Siete minutos después de las ocho de la mañana de ayer, en una prisión de Terre Haute (Indiana), un forense certificó la muerte de Daniel Lewis Lee. Una inyección letal de pentobarbital sódico acababa de terminar con la vida de un hombre de 47 años condenado a muerte en 1999 en un caso federal por un triple asesinato cometido tres años antes.
Con su ejecución, fruto de una intensa batalla legal habitual en los casos de pena capital y avalada solo unas horas antes de madrugada por la mayoría conservadora del Tribunal Supremo, el Gobierno de Donald Trump culminaba la reactivación de las ejecuciones federales que anunció hace un año. Ponía fin a una moratoria informal que las había dejado en suspenso los últimos 17 años. Y con esa ejecución, otras dos previstas para esta semana y otra en agosto, Trump coloca la pena capital entre los asuntos de debate de cara a las elecciones presidenciales del 3 de noviembre.
A la hora de escribir este artículo el presidente mantenía silencio sobre la ejecución y quedaba en manos de su titular de Justicia, William Barr, defender que "se ha hecho justicia" con la aplicación de la pena de muerte en el caso de Lee. El candidato demócrata Joe Biden tampoco había hecho al cierre de este artículo ninguna declaración y su campaña no había contestado a una petición de reacción, pero en el pasado el exvicepresidente de Barack Obama, que mantuvo la moratoria informal a las ejecuciones federales que según la base de datos del Death Penalty Information Center esperan 61 presos, se ha mostrado favorable a abolir la pena capital en esos casos.
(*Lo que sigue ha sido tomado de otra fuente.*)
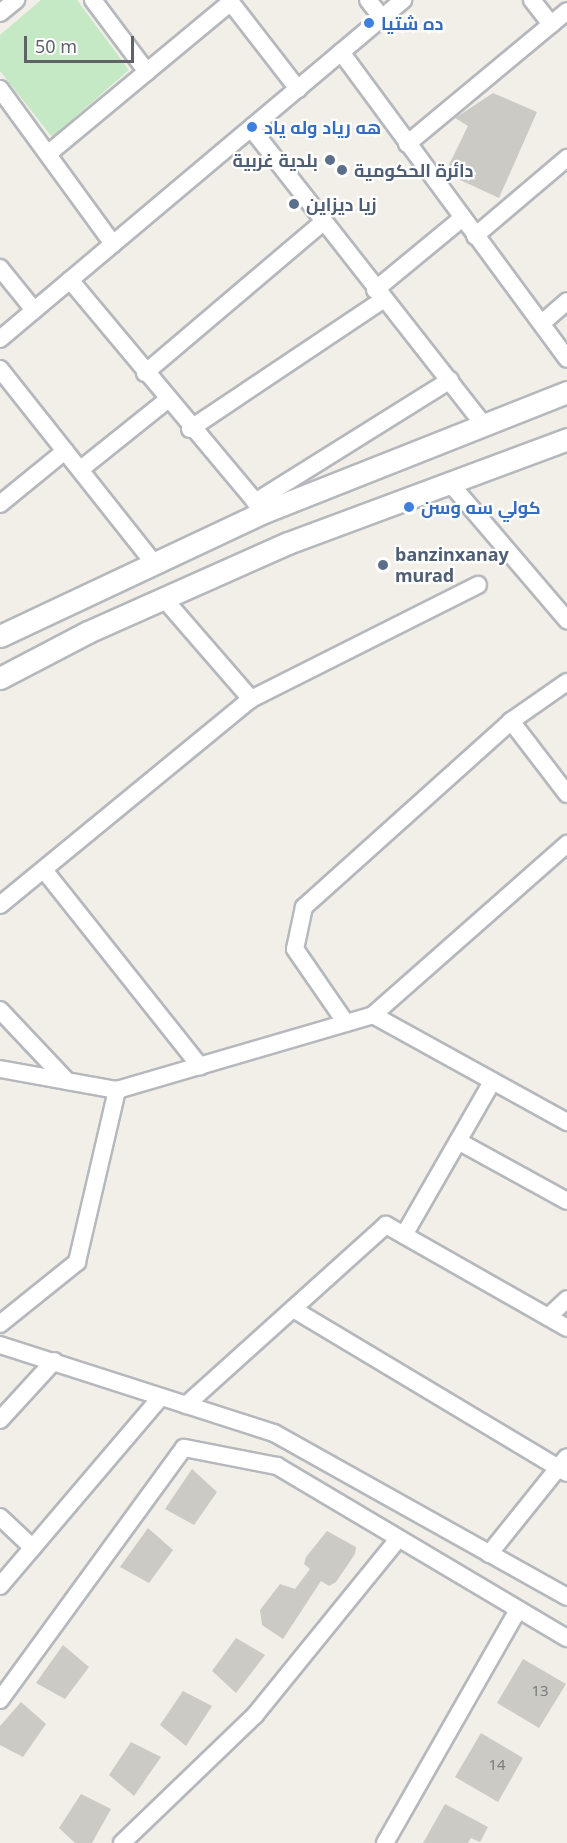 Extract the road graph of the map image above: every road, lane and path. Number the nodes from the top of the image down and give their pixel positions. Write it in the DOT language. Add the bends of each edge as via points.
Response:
graph roads {
  1 [pos="16,0"];
  2 [pos="93,0"];
  3 [pos="368,0"];
  4 [pos="403,0"];
  5 [pos="532,0"];
  6 [pos="230,1"];
  7 [pos="567,11"];
  8 [pos="0,13"];
  9 [pos="382,18"];
  10 [pos="551,24"];
  11 [pos="341,52"];
  12 [pos="147,72"];
  13 [pos="0,89"];
  14 [pos="298,89"];
  15 [pos="251,128"];
  16 [pos="407,144"];
  17 [pos="49,153"];
  18 [pos="567,158"];
  19 [pos="461,219"];
  20 [pos="323,222"];
  21 [pos="475,236"];
  22 [pos="113,244"];
  23 [pos="0,268"];
  24 [pos="70,280"];
  25 [pos="379,295"];
  26 [pos="567,301"];
  27 [pos="34,310"];
  28 [pos="542,323"];
  29 [pos="0,339"];
  30 [pos="567,359"];
  31 [pos="0,369"];
  32 [pos="145,373"];
  33 [pos="450,380"];
  34 [pos="567,392"];
  35 [pos="167,400"];
  36 [pos="483,424"];
  37 [pos="190,429"];
  38 [pos="567,439"];
  39 [pos="65,451"];
  40 [pos="81,470"];
  41 [pos="450,482"];
  42 [pos="0,504"];
  43 [pos="260,507"];
  44 [pos="153,562"];
  45 [pos="478,585"];
  46 [pos="166,601"];
  47 [pos="68,602"];
  48 [pos="567,620"];
  49 [pos="2,632"];
  50 [pos="88,632"];
  51 [pos="0,678"];
  52 [pos="567,682"];
  53 [pos="251,699"];
  54 [pos="511,721"];
  55 [pos="567,794"];
  56 [pos="567,844"];
  57 [pos="44,870"];
  58 [pos="0,905"];
  59 [pos="0,1010"];
  60 [pos="373,1015"];
  61 [pos="346,1023"];
  62 [pos="200,1066"];
  63 [pos="0,1069"];
  64 [pos="67,1081"];
  65 [pos="492,1082"];
  66 [pos="117,1090"];
  67 [pos="567,1122"];
  68 [pos="458,1141"];
  69 [pos="567,1201"];
  70 [pos="404,1235"];
  71 [pos="567,1299"];
  72 [pos="293,1309"];
  73 [pos="548,1317"];
  74 [pos="0,1324"];
  75 [pos="567,1328"];
  76 [pos="0,1345"];
  77 [pos="54,1361"];
  78 [pos="161,1397"];
  79 [pos="186,1405"];
  80 [pos="0,1420"];
  81 [pos="563,1466"];
  82 [pos="0,1517"];
  83 [pos="396,1540"];
  84 [pos="33,1548"];
  85 [pos="489,1554"];
  86 [pos="0,1586"];
  87 [pos="567,1597"];
  88 [pos="516,1613"];
  89 [pos="567,1638"];
  90 [pos="0,1700"];
  91 [pos="122,1843"];
  92 [pos="385,1843"];
  1 -- 8 [label="street"];
  2 -- 12 [label="street"];
  3 -- 9 [label="street"];
  4 -- 9 [label="street"];
  5 -- 10 [label="street"];
  6 -- 12 [label="street"];
  6 -- 14 [label="street"];
  7 -- 10 [label="street"];
  9 -- 11 [label="street"];
  10 -- 16 [label="street"];
  11 -- 14 [label="street"];
  11 -- 16 [label="street"];
  12 -- 17 [label="street"];
  13 -- 17 [label="street"];
  14 -- 15 [label="street"];
  15 -- 20 [label="street"];
  15 -- 22 [label="street"];
  16 -- 19 [label="street"];
  17 -- 22 [label="street"];
  18 -- 21 [label="street"];
  19 -- 21 [label="street"];
  19 -- 25 [label="street"];
  20 -- 25 [label="street"];
  20 -- 32 [label="street"];
  21 -- 28 [label="street"];
  22 -- 24 [label="street"];
  23 -- 27 [label="street"];
  24 -- 27 [label="street"];
  24 -- 32 [label="street"];
  25 -- 33 [label="street"];
  25 -- 37 [label="street"];
  26 -- 28 [label="street"];
  27 -- 29 [label="street"];
  28 -- 30 [label="street"];
  31 -- 39 [label="street"];
  32 -- 35 [label="street"];
  33 -- 36 [label="street"];
  33 -- 43 [label="street"];
  34 -- 36 [label="street"];
  35 -- 37 [label="street"];
  35 -- 40 [label="street"];
  36 -- 43 [label="street"];
  37 -- 43 [label="street"];
  38 -- 41 [label="street"];
  39 -- 40 [label="street"];
  39 -- 42 [label="street"];
  40 -- 44 [label="street"];
  41 -- 46 [label="street" via="288,543"];
  41 -- 48 [label="street"];
  43 -- 44 [label="street"];
  44 -- 47 [label="street"];
  45 -- 53 [label="street"];
  46 -- 50 [label="street"];
  46 -- 53 [label="street"];
  47 -- 49 [label="street"];
  47 -- 50 [label="street"];
  50 -- 51 [label="street"];
  52 -- 54 [label="street"];
  53 -- 57 [label="street"];
  54 -- 55 [label="street"];
  54 -- 61 [label="street" via="304,907 295,949"];
  56 -- 60 [label="street"];
  57 -- 58 [label="street"];
  57 -- 62 [label="street"];
  59 -- 64 [label="street"];
  60 -- 61 [label="street"];
  60 -- 65 [label="street"];
  61 -- 62 [label="street"];
  62 -- 66 [label="street"];
  63 -- 64 [label="street"];
  64 -- 66 [label="street"];
  65 -- 67 [label="street"];
  65 -- 68 [label="street"];
  66 -- 74 [label="street" via="76,1262"];
  68 -- 69 [label="street"];
  68 -- 70 [label="street"];
  70 -- 72 [label="street" via="386,1225"];
  70 -- 73 [label="street"];
  71 -- 73 [label="street"];
  72 -- 79 [label="street"];
  72 -- 81 [label="street"];
  73 -- 75 [label="street"];
  76 -- 77 [label="street"];
  77 -- 78 [label="street"];
  77 -- 80 [label="street"];
  78 -- 79 [label="street"];
  78 -- 84 [label="street"];
  79 -- 85 [label="street" via="274,1433"];
  81 -- 85 [label="street"];
  82 -- 84 [label="street"];
  83 -- 88 [label="street"];
  83 -- 90 [label="street" via="277,1466 184,1448"];
  83 -- 91 [label="street" via="255,1715"];
  84 -- 86 [label="street"];
  85 -- 87 [label="street"];
  88 -- 89 [label="street"];
  88 -- 92 [label="street"];
} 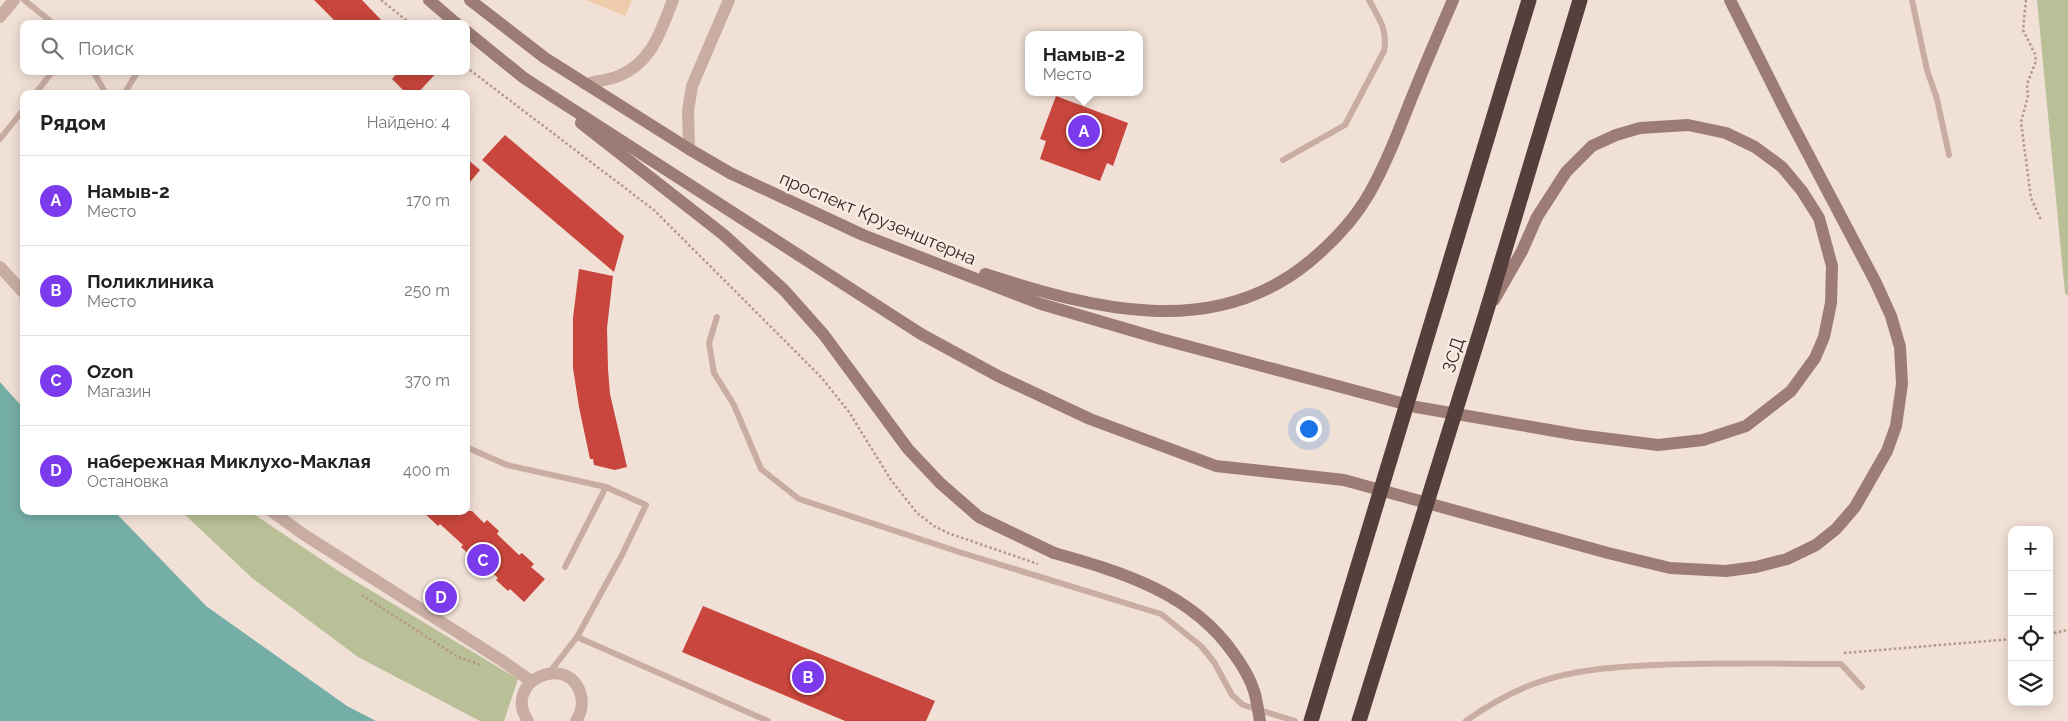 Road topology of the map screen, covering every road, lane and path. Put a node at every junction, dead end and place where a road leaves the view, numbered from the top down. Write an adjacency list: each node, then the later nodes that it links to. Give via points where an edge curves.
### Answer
1 (14, 0): 15 (street)
2 (24, 0): 16 (lane)
3 (381, 0): 17 (path)
4 (429, 0): 18 (main road)
5 (470, 0): 24 (main road, проспект Крузенштерна, via 545,58)
6 (672, 0): 24 (street, via 655,43 641,63 618,77)
7 (729, 0): 30 (street, via 692,86 688,111)
8 (1370, 0): 32 (lane, via 1384,28 1384,51 1345,125)
9 (1453, 0): 34 (main road, via 1369,195 1326,248 1290,278 1254,295 1194,311 1135,310 1043,293)
10 (1529, 0): 58 (highway, ЗСД, bridge)
11 (1580, 0): 37 (highway, ЗСД, bridge)
12 (1730, 0): 23 (main road, via 1891,316 1900,347 1902,384 1896,426 1887,451 1855,507 1836,529 1816,545 1787,559 1726,571 1670,568 1344,480 1216,466 1090,419 922,334)
13 (1912, 0): 31 (lane)
14 (2026, 0): 33 (path, via 2023,30 2036,61 2027,84 2028,96 2021,122 2031,198)
15 (0, 17)
16 (49, 20)
17 (406, 20)
18 (452, 20)
19 (470, 34): 23 (main road)
20 (50, 75): 25 (lane)
21 (95, 75): 26 (lane)
22 (136, 75): 27 (lane)
23 (524, 78): 56 (main road, bridge, via 724,235 784,290 824,335 908,449 940,484 978,517 1054,553 1137,579 1168,593 1198,616 1223,638 1241,664 1254,690)
24 (585, 84): 30 (main road, проспект Крузенштерна)
25 (38, 90)
26 (104, 90)
27 (126, 90)
28 (20, 113): 29 (lane)
29 (0, 139)
30 (689, 149): 34 (main road, проспект Крузенштерна, via 730,174)
31 (1949, 155)
32 (1283, 160)
33 (2041, 220)
34 (863, 235): 37 (main road, проспект Крузенштерна, via 1041,304 1416,408 1658,445 1704,440 1746,426 1791,391 1815,358 1824,337 1831,303 1832,266 1819,218 1802,191 1782,167 1755,147 1726,133 1688,125 1640,128 1592,146 1566,172 1537,217 1522,251)
35 (0, 267): 36 (street)
36 (20, 289)
37 (1486, 313): 59 (highway, ЗСД, bridge)
38 (717, 317): 57 (lane, via 709,343 714,373 734,406 761,469 798,499 1161,614 1201,646 1232,695 1242,704)
39 (470, 449): 40 (lane, via 507,465)
40 (606, 487): 42 (lane); 46 (lane, via 646,505)
41 (277, 515): 51 (street)
42 (565, 568)
43 (362, 595): 49 (path, via 458,657)
44 (2068, 630): 45 (path)
45 (2053, 633)
46 (577, 636): 50 (lane); 55 (lane)
47 (2008, 638): 48 (path)
48 (1836, 654)
49 (483, 666)
50 (548, 673): 51 (street); 54 (street, via 566,676 579,690 582,709)
51 (531, 681): 53 (street, via 522,697)
52 (1862, 687): 60 (lane, via 1841,664 1633,666 1566,674 1539,682 1511,694)
53 (528, 721)
54 (576, 721)
55 (768, 721)
56 (1260, 721)
57 (1295, 721)
58 (1311, 721)
59 (1359, 721)
60 (1466, 721) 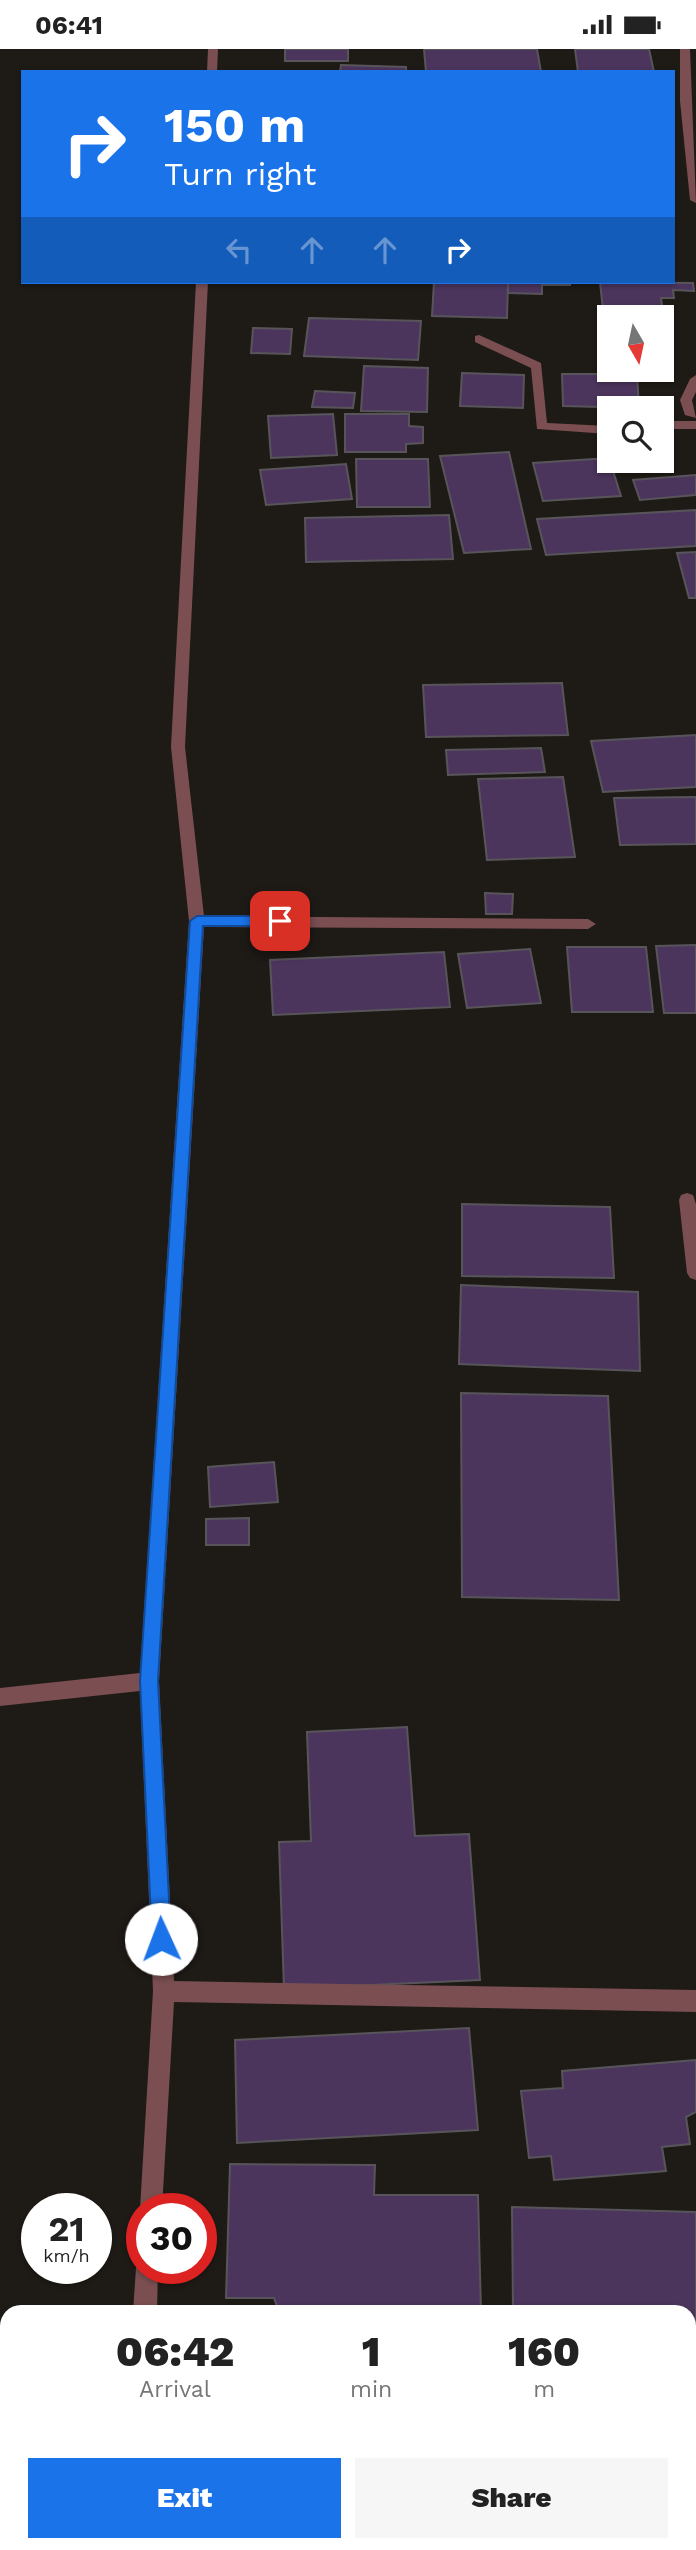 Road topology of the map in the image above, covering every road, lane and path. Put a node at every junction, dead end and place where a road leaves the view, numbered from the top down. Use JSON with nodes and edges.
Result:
{"nodes":[{"id":1,"x":213,"y":49,"type":"edge"},
{"id":2,"x":685,"y":49,"type":"edge"},
{"id":3,"x":212,"y":70,"type":"edge"},
{"id":4,"x":685,"y":101,"type":"edge"},
{"id":5,"x":696,"y":200,"type":"edge"},
{"id":6,"x":202,"y":284,"type":"edge"},
{"id":7,"x":479,"y":339,"type":"dead end"},
{"id":8,"x":696,"y":379,"type":"edge"},
{"id":9,"x":696,"y":414,"type":"edge"},
{"id":10,"x":674,"y":425,"type":"edge"},
{"id":11,"x":696,"y":425,"type":"edge"},
{"id":12,"x":597,"y":429,"type":"edge"},
{"id":13,"x":197,"y":921,"type":"junction"},
{"id":14,"x":588,"y":924,"type":"dead end"},
{"id":15,"x":687,"y":1200,"type":"dead end"},
{"id":16,"x":696,"y":1273,"type":"edge"},
{"id":17,"x":149,"y":1681,"type":"junction"},
{"id":18,"x":0,"y":1697,"type":"edge"},
{"id":19,"x":164,"y":1991,"type":"junction"},
{"id":20,"x":696,"y":2001,"type":"edge"},
{"id":21,"x":152,"y":2193,"type":"edge"},
{"id":22,"x":146,"y":2284,"type":"edge"},
{"id":23,"x":145,"y":2305,"type":"edge"}],
"edges":[{"from":1,"to":3,"type":"street"},
{"from":2,"to":4,"type":"street"},
{"from":4,"to":5,"type":"street"},
{"from":6,"to":13,"type":"street"},
{"from":7,"to":12,"type":"street"},
{"from":8,"to":9,"type":"street"},
{"from":10,"to":11,"type":"street"},
{"from":13,"to":14,"type":"street"},
{"from":13,"to":17,"type":"street"},
{"from":15,"to":16,"type":"street"},
{"from":17,"to":18,"type":"street"},
{"from":17,"to":19,"type":"street"},
{"from":19,"to":20,"type":"street"},
{"from":19,"to":21,"type":"street"},
{"from":22,"to":23,"type":"street"}]}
Biden ha animado también a los 25 estados que aún mantienen el castigo en su sistema de justicia (y los tres que lo tienen paralizado por moratorias de sus gobernadores) a acabar con la pena de muerte, que el 1 de enero del 2020 esperaban 2.620 reos.
Aunque en su comunicado de ayer el fiscal general defendía que "el pueblo americano ha tomado la sopesada elección de permitir el castigo capital para los más atroces crímenes federales", sus palabras obvian el declive que en los últimos años ha habido en el respaldo a la pena de muerte en EE UU, el único país occidental en la lista de 53 naciones que la siguen aplicando.